The interview took place at Vincennes, and was extended over a period of two weeks. There was a show of firmness, yet of good will, on both sides. The Governor counseled peace, orderliness, and industry; the warrior guest professed a desire to be a friend to the United States, but said frankly that if the country continued to deal with the tribes singly in the purchase of land he would be obliged to ally himself with Great Britain. To Harrison's admonition that the redskins should leave off drinking whiskey—"that it was not made for them, but for the white people, who alone knew how to use it"—the visitor replied pointedly by asking that the sale of liquor be stopped.

Notwithstanding the tenseness of the situation, Harrison negotiated the land cessions of 1809, which cost the Indians their last valuable hunting-grounds in Indiana. The powerful Wyandots promptly joined Tecumseh's league, and war was made inevitable. Delay followed only because the Government at Washington postponed the military occupation of the new purchase, and because the British authorities in Canada, desiring Tecumseh's confederacy to attain its maximum strength before the test came, urged the redskins to wait.

For two more years—while Great Britain and the United States hovered on the brink of war—preparations continued. Tribe after tribe in Indiana and Illinois elected Tecumseh as their chief, alliances reached to regions as remote as Florida. In 1810 another conference took place at Vincennes; and this time, notwithstanding Harrison's request that not more than thirty redskins should attend, four hundred came in Tecumseh's train, fully armed.

A large portico in front of the Governor's house [says a contemporary account] had been prepared for the purpose with seats, as well for the Indians as for the citizens who were expected to attend. When Tecumseh came from his camp, with about forty of his warriors, he stood off, and on being invited by the Governor, through an interpreter, to take his seat, refused, observing that he wished the council to be held under the shade of some trees in front of the house. When it was objected that it would be troublesome to remove the seats, he replied that "it would only be necessary to remove those intended for the whites—that the red men were accustomed to sit upon the earth, which was their mother, and that they were always happy to recline upon her bosom." ¹

¹ James Hall, Memoir of William Henry Harrison, pp. 113-114.

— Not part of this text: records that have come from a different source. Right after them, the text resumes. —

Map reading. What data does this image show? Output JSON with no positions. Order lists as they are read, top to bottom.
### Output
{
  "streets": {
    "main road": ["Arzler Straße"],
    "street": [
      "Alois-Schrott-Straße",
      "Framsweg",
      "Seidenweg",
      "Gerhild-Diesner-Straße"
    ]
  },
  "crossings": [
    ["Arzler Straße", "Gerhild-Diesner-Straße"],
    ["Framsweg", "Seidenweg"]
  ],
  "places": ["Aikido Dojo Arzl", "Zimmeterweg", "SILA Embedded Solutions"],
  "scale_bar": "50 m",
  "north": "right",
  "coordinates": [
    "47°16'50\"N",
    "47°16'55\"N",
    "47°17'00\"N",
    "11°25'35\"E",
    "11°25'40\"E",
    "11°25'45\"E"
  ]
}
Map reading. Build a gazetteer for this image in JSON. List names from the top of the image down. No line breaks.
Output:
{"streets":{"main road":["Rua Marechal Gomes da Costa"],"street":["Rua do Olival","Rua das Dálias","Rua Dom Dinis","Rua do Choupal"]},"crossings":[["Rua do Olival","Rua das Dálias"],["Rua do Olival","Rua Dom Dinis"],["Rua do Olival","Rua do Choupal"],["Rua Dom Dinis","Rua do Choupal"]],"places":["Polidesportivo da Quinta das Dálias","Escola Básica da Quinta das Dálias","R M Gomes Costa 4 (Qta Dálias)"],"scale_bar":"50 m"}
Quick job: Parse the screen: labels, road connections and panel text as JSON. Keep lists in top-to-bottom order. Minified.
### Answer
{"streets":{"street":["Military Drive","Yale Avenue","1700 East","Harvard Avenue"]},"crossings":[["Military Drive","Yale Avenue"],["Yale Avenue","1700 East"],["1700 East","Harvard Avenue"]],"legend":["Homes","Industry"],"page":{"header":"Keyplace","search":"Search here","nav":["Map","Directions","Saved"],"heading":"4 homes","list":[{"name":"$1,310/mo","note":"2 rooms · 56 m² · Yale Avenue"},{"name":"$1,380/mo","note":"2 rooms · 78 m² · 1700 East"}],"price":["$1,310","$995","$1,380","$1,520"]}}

The chieftain's equivocal conduct aroused fresh suspicion, but he was allowed to proceed with the oration which he had come to deliver. Freely rendered, the speech ran, in part, as follows:

I have made myself what I am; and I would that I could make the red people as great as the conceptions of my mind, when I think of the Great Spirit that rules over all. I would not then come to Governor Harrison to ask him to tear the treaty [of 1809]; but I would say to him, Brother, you have liberty to return to your own country. Once there was no white man in all this country: then it belonged to red men, children of the same parents, placed on it by the Great Spirit to keep it, to travel over it, to eat its fruits, and fill it with the same race—once a happy race, but now made miserable by the white people, who are never contented, but always encroaching. They have driven us from the great salt water, forced us over the mountains, and would shortly push us into the lakes—but we are determined to go no further. The only way to stop this evil is for all red men to unite in claiming a common and equal right in the land, as it was at first, and should be now—for it never was divided, but belongs to all.… Any sale not made by all is not good.